■ **What the task requires**:
Repeat the data exactly. Pictures are not part of the copy.

──────── Record set

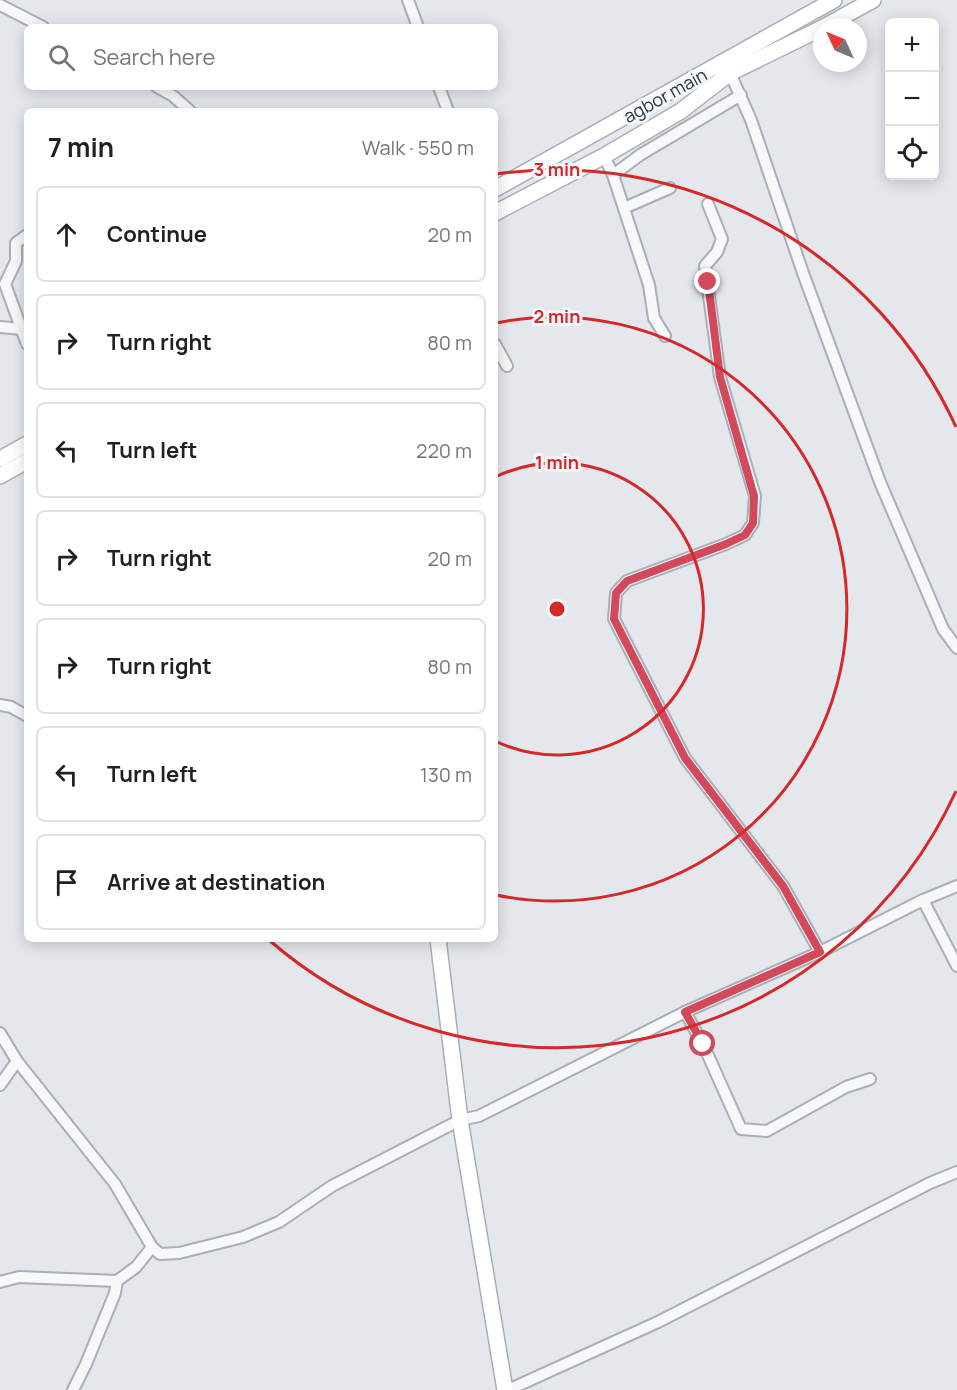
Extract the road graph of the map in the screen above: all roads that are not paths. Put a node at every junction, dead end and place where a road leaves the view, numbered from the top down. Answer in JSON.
{"nodes":[{"id":1,"x":408,"y":0,"type":"edge"},
{"id":2,"x":834,"y":0,"type":"edge"},
{"id":3,"x":873,"y":0,"type":"edge"},
{"id":4,"x":0,"y":5,"type":"edge"},
{"id":5,"x":841,"y":18,"type":"edge"},
{"id":6,"x":37,"y":24,"type":"edge"},
{"id":7,"x":417,"y":24,"type":"edge"},
{"id":8,"x":813,"y":33,"type":"edge"},
{"id":9,"x":730,"y":73,"type":"junction"},
{"id":10,"x":162,"y":90,"type":"edge"},
{"id":11,"x":440,"y":90,"type":"edge"},
{"id":12,"x":741,"y":95,"type":"junction"},
{"id":13,"x":187,"y":108,"type":"edge"},
{"id":14,"x":447,"y":108,"type":"edge"},
{"id":15,"x":604,"y":156,"type":"junction"},
{"id":16,"x":613,"y":175,"type":"junction"},
{"id":17,"x":498,"y":187,"type":"edge"},
{"id":18,"x":670,"y":188,"type":"dead end"},
{"id":19,"x":708,"y":204,"type":"dead end"},
{"id":20,"x":624,"y":208,"type":"junction"},
{"id":21,"x":498,"y":211,"type":"edge"},
{"id":22,"x":24,"y":237,"type":"edge"},
{"id":23,"x":0,"y":327,"type":"edge"},
{"id":24,"x":22,"y":329,"type":"junction"},
{"id":25,"x":24,"y":335,"type":"edge"},
{"id":26,"x":665,"y":336,"type":"dead end"},
{"id":27,"x":498,"y":350,"type":"edge"},
{"id":28,"x":507,"y":366,"type":"dead end"},
{"id":29,"x":24,"y":446,"type":"edge"},
{"id":30,"x":0,"y":459,"type":"edge"},
{"id":31,"x":24,"y":464,"type":"edge"},
{"id":32,"x":0,"y":476,"type":"edge"},
{"id":33,"x":957,"y":648,"type":"edge"},
{"id":34,"x":0,"y":705,"type":"edge"},
{"id":35,"x":24,"y":714,"type":"edge"},
{"id":36,"x":957,"y":886,"type":"edge"},
{"id":37,"x":923,"y":900,"type":"junction"},
{"id":38,"x":438,"y":942,"type":"edge"},
{"id":39,"x":820,"y":952,"type":"junction"},
{"id":40,"x":957,"y":966,"type":"edge"},
{"id":41,"x":685,"y":1012,"type":"junction"},
{"id":42,"x":0,"y":1033,"type":"edge"},
{"id":43,"x":17,"y":1061,"type":"junction"},
{"id":44,"x":870,"y":1079,"type":"dead end"},
{"id":45,"x":0,"y":1085,"type":"edge"},
{"id":46,"x":460,"y":1120,"type":"junction"},
{"id":47,"x":957,"y":1172,"type":"edge"},
{"id":48,"x":152,"y":1247,"type":"junction"},
{"id":49,"x":117,"y":1281,"type":"junction"},
{"id":50,"x":0,"y":1282,"type":"edge"},
{"id":51,"x":73,"y":1390,"type":"edge"},
{"id":52,"x":506,"y":1390,"type":"edge"}],
"edges":[{"from":1,"to":7,"type":"street"},
{"from":2,"to":17,"type":"main road","name":"agbor main"},
{"from":3,"to":5,"type":"main road","name":"agbor main"},
{"from":4,"to":6,"type":"street"},
{"from":8,"to":9,"type":"main road","name":"agbor main"},
{"from":9,"to":12,"type":"street"},
{"from":9,"to":15,"type":"main road","name":"agbor main"},
{"from":10,"to":13,"type":"street"},
{"from":11,"to":14,"type":"street"},
{"from":12,"to":16,"type":"street"},
{"from":12,"to":33,"type":"street"},
{"from":15,"to":16,"type":"street"},
{"from":15,"to":21,"type":"main road","name":"agbor main"},
{"from":16,"to":20,"type":"street"},
{"from":18,"to":20,"type":"street"},
{"from":19,"to":39,"type":"street"},
{"from":20,"to":26,"type":"street"},
{"from":22,"to":24,"type":"street"},
{"from":23,"to":24,"type":"street"},
{"from":24,"to":25,"type":"street"},
{"from":27,"to":28,"type":"street"},
{"from":29,"to":30,"type":"main road"},
{"from":31,"to":32,"type":"main road"},
{"from":34,"to":35,"type":"street"},
{"from":36,"to":37,"type":"street"},
{"from":37,"to":39,"type":"street"},
{"from":37,"to":40,"type":"street"},
{"from":38,"to":46,"type":"main road"},
{"from":39,"to":41,"type":"street"},
{"from":41,"to":44,"type":"street"},
{"from":41,"to":46,"type":"street"},
{"from":42,"to":43,"type":"street"},
{"from":43,"to":45,"type":"street"},
{"from":43,"to":48,"type":"street"},
{"from":46,"to":48,"type":"street"},
{"from":46,"to":52,"type":"main road"},
{"from":47,"to":52,"type":"street"},
{"from":48,"to":49,"type":"street"},
{"from":49,"to":50,"type":"street"},
{"from":49,"to":51,"type":"street"}]}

────────────────

■ **Task output**:
Extract the road graph of the map in the screen above: all roads that are not paths. Put a node at every junction, dead end and place where a road leaves the view, numbered from the top down. Answer in JSON.
{"nodes":[{"id":1,"x":408,"y":0,"type":"edge"},
{"id":2,"x":834,"y":0,"type":"edge"},
{"id":3,"x":873,"y":0,"type":"edge"},
{"id":4,"x":0,"y":5,"type":"edge"},
{"id":5,"x":841,"y":18,"type":"edge"},
{"id":6,"x":37,"y":24,"type":"edge"},
{"id":7,"x":417,"y":24,"type":"edge"},
{"id":8,"x":813,"y":33,"type":"edge"},
{"id":9,"x":730,"y":73,"type":"junction"},
{"id":10,"x":162,"y":90,"type":"edge"},
{"id":11,"x":440,"y":90,"type":"edge"},
{"id":12,"x":741,"y":95,"type":"junction"},
{"id":13,"x":187,"y":108,"type":"edge"},
{"id":14,"x":447,"y":108,"type":"edge"},
{"id":15,"x":604,"y":156,"type":"junction"},
{"id":16,"x":613,"y":175,"type":"junction"},
{"id":17,"x":498,"y":187,"type":"edge"},
{"id":18,"x":670,"y":188,"type":"dead end"},
{"id":19,"x":708,"y":204,"type":"dead end"},
{"id":20,"x":624,"y":208,"type":"junction"},
{"id":21,"x":498,"y":211,"type":"edge"},
{"id":22,"x":24,"y":237,"type":"edge"},
{"id":23,"x":0,"y":327,"type":"edge"},
{"id":24,"x":22,"y":329,"type":"junction"},
{"id":25,"x":24,"y":335,"type":"edge"},
{"id":26,"x":665,"y":336,"type":"dead end"},
{"id":27,"x":498,"y":350,"type":"edge"},
{"id":28,"x":507,"y":366,"type":"dead end"},
{"id":29,"x":24,"y":446,"type":"edge"},
{"id":30,"x":0,"y":459,"type":"edge"},
{"id":31,"x":24,"y":464,"type":"edge"},
{"id":32,"x":0,"y":476,"type":"edge"},
{"id":33,"x":957,"y":648,"type":"edge"},
{"id":34,"x":0,"y":705,"type":"edge"},
{"id":35,"x":24,"y":714,"type":"edge"},
{"id":36,"x":957,"y":886,"type":"edge"},
{"id":37,"x":923,"y":900,"type":"junction"},
{"id":38,"x":438,"y":942,"type":"edge"},
{"id":39,"x":820,"y":952,"type":"junction"},
{"id":40,"x":957,"y":966,"type":"edge"},
{"id":41,"x":685,"y":1012,"type":"junction"},
{"id":42,"x":0,"y":1033,"type":"edge"},
{"id":43,"x":17,"y":1061,"type":"junction"},
{"id":44,"x":870,"y":1079,"type":"dead end"},
{"id":45,"x":0,"y":1085,"type":"edge"},
{"id":46,"x":460,"y":1120,"type":"junction"},
{"id":47,"x":957,"y":1172,"type":"edge"},
{"id":48,"x":152,"y":1247,"type":"junction"},
{"id":49,"x":117,"y":1281,"type":"junction"},
{"id":50,"x":0,"y":1282,"type":"edge"},
{"id":51,"x":73,"y":1390,"type":"edge"},
{"id":52,"x":506,"y":1390,"type":"edge"}],
"edges":[{"from":1,"to":7,"type":"street"},
{"from":2,"to":17,"type":"main road","name":"agbor main"},
{"from":3,"to":5,"type":"main road","name":"agbor main"},
{"from":4,"to":6,"type":"street"},
{"from":8,"to":9,"type":"main road","name":"agbor main"},
{"from":9,"to":12,"type":"street"},
{"from":9,"to":15,"type":"main road","name":"agbor main"},
{"from":10,"to":13,"type":"street"},
{"from":11,"to":14,"type":"street"},
{"from":12,"to":16,"type":"street"},
{"from":12,"to":33,"type":"street"},
{"from":15,"to":16,"type":"street"},
{"from":15,"to":21,"type":"main road","name":"agbor main"},
{"from":16,"to":20,"type":"street"},
{"from":18,"to":20,"type":"street"},
{"from":19,"to":39,"type":"street"},
{"from":20,"to":26,"type":"street"},
{"from":22,"to":24,"type":"street"},
{"from":23,"to":24,"type":"street"},
{"from":24,"to":25,"type":"street"},
{"from":27,"to":28,"type":"street"},
{"from":29,"to":30,"type":"main road"},
{"from":31,"to":32,"type":"main road"},
{"from":34,"to":35,"type":"street"},
{"from":36,"to":37,"type":"street"},
{"from":37,"to":39,"type":"street"},
{"from":37,"to":40,"type":"street"},
{"from":38,"to":46,"type":"main road"},
{"from":39,"to":41,"type":"street"},
{"from":41,"to":44,"type":"street"},
{"from":41,"to":46,"type":"street"},
{"from":42,"to":43,"type":"street"},
{"from":43,"to":45,"type":"street"},
{"from":43,"to":48,"type":"street"},
{"from":46,"to":48,"type":"street"},
{"from":46,"to":52,"type":"main road"},
{"from":47,"to":52,"type":"street"},
{"from":48,"to":49,"type":"street"},
{"from":49,"to":50,"type":"street"},
{"from":49,"to":51,"type":"street"}]}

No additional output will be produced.